Mosconi was particularly interested in the sky, viewing it as a sort of framework, a background, a support, like a sheet. The next step for him was to “draw” with objects and materials – such as dust, the most evanescent and unstable, as well as 'corpuscular' and stellar material – in the sky and the sky itself, the air. Here chance is master, doubly so, yet again, because it is chance that creates these configurations, and chance that is recording. But is that not the very essence, or the foundation, of the photograph? Even what we call order, is that not a particular instance of chance? But, that way, what is highlighted about reality is its internal unpredictability, impermanence, intangibility, all ingrained in the image and in creation.
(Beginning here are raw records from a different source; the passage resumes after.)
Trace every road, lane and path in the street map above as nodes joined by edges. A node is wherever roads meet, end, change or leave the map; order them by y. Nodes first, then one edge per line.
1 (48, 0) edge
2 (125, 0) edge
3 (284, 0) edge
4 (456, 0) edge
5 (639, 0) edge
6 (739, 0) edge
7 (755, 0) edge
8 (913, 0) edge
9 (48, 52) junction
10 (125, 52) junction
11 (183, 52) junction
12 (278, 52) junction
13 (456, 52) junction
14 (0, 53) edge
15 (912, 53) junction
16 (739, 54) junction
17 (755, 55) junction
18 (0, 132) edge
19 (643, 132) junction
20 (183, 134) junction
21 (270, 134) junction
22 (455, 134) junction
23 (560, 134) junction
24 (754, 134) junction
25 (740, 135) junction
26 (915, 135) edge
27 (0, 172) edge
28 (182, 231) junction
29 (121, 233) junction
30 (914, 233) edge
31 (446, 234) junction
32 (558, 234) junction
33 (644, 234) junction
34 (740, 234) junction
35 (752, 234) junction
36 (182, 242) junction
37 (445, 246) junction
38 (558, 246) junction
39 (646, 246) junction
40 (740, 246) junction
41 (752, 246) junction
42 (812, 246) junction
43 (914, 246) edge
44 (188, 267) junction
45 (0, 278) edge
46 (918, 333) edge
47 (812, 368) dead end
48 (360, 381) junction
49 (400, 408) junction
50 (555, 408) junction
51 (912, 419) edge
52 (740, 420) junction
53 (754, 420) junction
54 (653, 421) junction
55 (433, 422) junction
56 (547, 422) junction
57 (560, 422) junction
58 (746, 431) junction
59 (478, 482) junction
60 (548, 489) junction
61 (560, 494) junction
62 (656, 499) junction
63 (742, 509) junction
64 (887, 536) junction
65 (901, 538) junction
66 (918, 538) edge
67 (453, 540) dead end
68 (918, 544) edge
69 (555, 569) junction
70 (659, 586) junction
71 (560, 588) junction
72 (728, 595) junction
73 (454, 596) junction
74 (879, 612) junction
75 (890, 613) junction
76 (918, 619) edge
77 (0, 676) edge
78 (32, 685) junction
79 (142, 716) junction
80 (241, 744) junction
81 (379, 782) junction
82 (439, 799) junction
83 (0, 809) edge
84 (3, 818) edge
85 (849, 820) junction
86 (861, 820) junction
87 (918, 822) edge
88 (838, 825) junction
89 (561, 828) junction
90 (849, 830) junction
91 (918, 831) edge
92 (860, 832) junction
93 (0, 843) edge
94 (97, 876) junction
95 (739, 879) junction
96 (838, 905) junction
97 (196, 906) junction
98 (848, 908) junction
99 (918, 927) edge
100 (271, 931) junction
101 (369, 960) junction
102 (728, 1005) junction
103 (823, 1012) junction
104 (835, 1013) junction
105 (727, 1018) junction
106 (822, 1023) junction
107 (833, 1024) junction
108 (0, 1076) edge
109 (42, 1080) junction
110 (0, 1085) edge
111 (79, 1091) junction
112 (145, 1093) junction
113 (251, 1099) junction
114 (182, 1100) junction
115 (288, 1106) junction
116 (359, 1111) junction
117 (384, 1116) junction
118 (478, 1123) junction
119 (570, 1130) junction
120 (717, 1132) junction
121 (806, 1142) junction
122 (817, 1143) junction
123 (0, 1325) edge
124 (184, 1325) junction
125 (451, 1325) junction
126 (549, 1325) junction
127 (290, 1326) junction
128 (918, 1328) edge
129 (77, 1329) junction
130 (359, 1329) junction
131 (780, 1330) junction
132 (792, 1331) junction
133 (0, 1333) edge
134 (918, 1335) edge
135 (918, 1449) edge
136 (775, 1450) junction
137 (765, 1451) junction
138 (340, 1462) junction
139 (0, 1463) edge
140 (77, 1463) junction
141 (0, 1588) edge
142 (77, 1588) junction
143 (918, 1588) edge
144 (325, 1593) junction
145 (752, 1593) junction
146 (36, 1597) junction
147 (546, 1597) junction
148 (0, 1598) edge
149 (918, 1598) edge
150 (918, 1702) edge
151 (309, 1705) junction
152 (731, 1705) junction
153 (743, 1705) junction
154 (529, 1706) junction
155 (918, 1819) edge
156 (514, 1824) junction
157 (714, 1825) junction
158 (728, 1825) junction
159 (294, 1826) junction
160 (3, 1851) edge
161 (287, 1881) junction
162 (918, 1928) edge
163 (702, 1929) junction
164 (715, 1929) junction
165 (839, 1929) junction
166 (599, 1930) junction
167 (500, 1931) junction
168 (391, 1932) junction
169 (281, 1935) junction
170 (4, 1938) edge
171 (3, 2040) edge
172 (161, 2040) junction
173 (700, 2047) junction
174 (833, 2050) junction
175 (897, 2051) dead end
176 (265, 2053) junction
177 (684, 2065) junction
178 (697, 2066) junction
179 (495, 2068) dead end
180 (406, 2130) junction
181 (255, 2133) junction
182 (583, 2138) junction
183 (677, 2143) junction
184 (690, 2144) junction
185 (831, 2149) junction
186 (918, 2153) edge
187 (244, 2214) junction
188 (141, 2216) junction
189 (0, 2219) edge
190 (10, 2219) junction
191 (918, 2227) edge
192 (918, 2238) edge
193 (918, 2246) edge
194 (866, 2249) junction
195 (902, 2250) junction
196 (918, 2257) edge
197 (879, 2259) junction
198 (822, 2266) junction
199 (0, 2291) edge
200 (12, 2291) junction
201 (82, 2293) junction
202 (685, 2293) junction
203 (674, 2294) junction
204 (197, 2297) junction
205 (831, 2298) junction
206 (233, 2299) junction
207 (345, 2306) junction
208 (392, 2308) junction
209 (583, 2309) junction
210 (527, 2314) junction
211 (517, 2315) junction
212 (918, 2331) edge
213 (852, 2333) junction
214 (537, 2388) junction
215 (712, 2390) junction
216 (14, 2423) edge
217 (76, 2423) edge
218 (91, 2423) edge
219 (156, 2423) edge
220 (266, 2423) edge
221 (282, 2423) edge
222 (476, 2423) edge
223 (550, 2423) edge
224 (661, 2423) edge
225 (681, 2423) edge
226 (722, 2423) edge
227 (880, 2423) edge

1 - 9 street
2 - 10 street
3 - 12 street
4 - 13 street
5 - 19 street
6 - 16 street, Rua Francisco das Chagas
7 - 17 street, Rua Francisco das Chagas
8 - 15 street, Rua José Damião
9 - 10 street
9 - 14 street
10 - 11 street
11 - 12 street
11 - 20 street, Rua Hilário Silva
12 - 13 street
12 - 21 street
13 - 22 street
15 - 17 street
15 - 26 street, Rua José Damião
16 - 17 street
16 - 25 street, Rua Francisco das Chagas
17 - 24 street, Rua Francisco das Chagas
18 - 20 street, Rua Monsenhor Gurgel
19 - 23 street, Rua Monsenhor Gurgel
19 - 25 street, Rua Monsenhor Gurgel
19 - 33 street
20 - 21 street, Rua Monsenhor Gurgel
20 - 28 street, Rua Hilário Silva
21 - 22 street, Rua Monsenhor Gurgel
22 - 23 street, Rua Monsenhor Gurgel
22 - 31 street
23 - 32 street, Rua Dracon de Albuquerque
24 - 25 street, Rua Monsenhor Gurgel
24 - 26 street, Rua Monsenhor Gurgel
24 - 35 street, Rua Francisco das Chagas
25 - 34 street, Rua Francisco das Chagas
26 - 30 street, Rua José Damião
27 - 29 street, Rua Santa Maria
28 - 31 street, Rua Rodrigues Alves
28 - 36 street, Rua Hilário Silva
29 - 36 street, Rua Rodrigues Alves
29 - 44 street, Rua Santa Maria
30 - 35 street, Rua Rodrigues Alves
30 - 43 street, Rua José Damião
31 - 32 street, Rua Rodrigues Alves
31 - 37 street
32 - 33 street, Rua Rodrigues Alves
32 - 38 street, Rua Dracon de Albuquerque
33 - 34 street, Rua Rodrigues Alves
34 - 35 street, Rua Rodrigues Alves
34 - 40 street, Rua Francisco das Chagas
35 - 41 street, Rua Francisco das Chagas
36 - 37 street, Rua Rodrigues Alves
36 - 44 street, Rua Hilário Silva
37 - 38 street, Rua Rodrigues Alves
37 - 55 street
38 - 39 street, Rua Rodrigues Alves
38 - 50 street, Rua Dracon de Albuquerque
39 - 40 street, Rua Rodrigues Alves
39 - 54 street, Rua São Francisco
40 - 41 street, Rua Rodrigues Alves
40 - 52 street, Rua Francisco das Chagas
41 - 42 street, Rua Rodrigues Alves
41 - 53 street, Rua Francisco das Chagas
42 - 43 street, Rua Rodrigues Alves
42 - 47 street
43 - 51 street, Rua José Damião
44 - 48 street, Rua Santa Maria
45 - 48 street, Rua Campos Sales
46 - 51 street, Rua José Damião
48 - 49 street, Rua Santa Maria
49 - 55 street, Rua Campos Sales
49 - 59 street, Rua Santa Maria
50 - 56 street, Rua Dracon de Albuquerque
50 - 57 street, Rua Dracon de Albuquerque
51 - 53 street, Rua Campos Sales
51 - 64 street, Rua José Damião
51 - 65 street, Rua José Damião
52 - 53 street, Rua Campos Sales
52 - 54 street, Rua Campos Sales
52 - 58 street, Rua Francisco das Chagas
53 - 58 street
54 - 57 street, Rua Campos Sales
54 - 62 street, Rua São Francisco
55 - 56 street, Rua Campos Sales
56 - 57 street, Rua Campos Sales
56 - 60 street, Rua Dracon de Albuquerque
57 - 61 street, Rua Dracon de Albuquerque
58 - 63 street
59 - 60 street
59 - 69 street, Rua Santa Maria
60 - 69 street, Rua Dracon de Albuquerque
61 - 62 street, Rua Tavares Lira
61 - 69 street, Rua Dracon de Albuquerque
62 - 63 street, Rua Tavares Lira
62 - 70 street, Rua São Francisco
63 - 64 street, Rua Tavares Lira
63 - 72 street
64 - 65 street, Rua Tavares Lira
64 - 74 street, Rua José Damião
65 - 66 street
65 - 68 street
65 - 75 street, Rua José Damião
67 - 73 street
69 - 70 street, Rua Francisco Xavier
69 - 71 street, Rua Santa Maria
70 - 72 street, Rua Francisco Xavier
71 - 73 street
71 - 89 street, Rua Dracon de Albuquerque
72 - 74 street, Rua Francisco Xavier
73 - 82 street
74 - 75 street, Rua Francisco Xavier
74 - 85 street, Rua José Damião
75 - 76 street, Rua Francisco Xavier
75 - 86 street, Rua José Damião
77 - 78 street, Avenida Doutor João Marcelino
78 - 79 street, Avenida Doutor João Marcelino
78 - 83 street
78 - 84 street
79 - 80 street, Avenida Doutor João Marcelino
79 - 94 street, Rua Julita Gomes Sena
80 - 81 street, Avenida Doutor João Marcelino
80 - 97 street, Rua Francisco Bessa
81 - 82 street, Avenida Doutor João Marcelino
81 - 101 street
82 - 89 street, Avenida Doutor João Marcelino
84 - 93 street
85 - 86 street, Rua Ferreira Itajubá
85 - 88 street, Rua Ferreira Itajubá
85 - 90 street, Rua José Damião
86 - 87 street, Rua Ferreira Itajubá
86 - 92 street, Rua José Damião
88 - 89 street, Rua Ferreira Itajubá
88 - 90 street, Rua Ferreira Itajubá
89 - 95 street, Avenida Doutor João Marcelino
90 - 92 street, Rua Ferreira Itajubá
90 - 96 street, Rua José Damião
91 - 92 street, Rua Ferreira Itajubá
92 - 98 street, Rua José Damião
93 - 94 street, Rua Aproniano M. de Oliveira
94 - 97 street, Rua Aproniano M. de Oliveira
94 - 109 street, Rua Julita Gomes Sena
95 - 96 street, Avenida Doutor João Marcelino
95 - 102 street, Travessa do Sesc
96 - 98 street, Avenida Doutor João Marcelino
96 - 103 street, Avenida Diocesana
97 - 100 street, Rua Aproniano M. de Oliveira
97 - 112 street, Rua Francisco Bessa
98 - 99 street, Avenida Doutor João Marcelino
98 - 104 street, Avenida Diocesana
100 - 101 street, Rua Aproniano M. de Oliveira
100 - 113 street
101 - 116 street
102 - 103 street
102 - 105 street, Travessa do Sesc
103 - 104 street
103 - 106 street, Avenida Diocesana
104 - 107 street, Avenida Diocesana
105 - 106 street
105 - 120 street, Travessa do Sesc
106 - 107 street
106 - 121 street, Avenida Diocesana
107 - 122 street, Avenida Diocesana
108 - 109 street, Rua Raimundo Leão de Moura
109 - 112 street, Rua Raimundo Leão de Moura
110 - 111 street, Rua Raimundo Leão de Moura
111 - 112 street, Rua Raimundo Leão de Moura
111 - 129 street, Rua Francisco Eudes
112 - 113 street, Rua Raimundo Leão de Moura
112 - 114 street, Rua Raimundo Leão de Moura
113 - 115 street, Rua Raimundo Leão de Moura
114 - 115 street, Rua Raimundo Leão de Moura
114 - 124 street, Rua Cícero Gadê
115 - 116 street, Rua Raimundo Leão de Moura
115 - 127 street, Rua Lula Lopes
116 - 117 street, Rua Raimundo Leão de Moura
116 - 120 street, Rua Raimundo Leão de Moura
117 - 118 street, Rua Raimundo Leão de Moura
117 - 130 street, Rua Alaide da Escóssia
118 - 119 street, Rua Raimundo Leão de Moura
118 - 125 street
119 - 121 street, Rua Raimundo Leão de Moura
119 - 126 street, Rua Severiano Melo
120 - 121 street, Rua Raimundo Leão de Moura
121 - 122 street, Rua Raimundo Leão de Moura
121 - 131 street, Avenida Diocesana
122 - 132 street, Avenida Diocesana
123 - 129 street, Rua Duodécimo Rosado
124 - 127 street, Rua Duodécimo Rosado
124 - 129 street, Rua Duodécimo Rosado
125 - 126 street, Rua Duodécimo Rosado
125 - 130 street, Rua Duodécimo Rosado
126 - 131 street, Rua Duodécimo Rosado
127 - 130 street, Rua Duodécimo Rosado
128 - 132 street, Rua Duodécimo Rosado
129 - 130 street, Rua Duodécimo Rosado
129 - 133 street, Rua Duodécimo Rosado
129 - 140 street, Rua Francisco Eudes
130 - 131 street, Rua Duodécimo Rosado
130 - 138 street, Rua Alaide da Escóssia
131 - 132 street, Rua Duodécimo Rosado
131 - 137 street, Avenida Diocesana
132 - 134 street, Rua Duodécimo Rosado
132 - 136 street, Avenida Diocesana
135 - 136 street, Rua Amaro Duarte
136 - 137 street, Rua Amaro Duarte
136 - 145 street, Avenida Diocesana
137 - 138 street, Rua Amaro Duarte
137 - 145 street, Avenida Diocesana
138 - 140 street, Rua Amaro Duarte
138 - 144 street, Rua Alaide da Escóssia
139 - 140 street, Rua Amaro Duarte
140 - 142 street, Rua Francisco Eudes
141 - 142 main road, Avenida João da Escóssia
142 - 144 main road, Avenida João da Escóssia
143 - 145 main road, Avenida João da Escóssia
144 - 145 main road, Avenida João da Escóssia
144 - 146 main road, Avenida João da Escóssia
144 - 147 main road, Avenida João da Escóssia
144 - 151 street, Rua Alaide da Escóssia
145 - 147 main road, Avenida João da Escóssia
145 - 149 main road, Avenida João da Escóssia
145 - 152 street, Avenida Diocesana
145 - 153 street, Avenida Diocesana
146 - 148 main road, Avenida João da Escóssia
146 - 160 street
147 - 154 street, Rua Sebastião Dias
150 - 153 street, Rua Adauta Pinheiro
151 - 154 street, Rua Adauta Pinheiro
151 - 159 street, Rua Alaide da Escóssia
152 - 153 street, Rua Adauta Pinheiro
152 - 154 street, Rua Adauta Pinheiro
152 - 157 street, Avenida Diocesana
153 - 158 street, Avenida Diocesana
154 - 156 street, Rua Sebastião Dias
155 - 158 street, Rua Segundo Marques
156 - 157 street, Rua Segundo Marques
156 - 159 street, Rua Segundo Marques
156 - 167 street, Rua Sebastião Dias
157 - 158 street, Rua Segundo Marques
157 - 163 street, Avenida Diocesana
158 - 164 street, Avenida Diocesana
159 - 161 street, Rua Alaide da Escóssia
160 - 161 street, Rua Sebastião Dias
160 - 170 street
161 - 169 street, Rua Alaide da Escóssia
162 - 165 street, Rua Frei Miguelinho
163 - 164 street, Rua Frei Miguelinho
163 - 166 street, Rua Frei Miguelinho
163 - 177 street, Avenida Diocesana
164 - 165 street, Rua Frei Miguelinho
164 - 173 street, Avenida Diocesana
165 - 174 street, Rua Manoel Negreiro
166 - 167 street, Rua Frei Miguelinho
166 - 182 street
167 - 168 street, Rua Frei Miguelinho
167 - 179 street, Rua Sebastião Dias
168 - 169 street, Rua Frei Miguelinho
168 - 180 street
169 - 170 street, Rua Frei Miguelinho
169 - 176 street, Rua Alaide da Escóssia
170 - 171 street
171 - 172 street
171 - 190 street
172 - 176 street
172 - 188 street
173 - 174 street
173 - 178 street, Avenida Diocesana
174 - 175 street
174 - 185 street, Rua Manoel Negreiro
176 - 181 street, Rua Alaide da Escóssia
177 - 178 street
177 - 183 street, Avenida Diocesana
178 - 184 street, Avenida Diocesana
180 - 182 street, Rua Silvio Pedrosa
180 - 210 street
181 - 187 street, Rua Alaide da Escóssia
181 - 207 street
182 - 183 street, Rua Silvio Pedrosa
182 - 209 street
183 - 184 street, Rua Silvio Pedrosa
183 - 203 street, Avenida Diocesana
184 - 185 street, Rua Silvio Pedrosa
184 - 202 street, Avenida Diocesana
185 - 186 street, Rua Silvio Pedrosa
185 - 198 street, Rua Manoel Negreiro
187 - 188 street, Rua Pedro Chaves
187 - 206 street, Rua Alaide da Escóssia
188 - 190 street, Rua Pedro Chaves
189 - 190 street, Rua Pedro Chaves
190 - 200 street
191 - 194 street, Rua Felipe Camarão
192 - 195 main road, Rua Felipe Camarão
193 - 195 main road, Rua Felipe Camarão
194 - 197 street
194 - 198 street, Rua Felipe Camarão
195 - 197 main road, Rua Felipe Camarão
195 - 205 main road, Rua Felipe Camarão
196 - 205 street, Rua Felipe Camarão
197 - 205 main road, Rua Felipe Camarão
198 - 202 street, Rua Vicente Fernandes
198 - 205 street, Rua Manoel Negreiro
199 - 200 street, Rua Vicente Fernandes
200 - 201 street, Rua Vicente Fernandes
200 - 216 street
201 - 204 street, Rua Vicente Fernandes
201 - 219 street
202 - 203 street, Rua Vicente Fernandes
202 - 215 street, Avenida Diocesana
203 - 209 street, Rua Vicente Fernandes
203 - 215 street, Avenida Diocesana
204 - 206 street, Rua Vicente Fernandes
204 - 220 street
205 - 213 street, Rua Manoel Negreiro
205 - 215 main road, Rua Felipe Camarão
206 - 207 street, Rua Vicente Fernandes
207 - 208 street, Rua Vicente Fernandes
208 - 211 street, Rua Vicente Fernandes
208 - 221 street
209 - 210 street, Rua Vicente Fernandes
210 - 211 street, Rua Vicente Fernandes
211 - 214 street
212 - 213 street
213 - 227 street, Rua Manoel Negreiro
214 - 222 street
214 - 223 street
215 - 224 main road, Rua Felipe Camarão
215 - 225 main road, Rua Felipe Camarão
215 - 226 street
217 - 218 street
An incredible “coincidence” is that the last series Mosconi produced before he died – shortly before this series and also featuring the sky – was Autoritratti bucati (Punctured self-portraits), in which he punctured holes in his self-portraits and re-photographed them, with a mixture of drama and irony that conveys the whole apotropaic meaning of the gesture of puncturing, tearing, defacing, smashing and opening up at the same time, and, as Fontana had taught, engaging simultaneously in composition and disfigurement. This is chance, and so is photography.
Davide Mosconi (1941-2002) moved to London in 1961 and studied photography at the London College of Printing. From 1963 he worked in New York for four years as assistant to Richard Avedon and Hiro. He returned to Milan in 1967 and held his first solo exhibit entitled Il sogno di Davide (David’s dream) at the Il Diaframma Gallery.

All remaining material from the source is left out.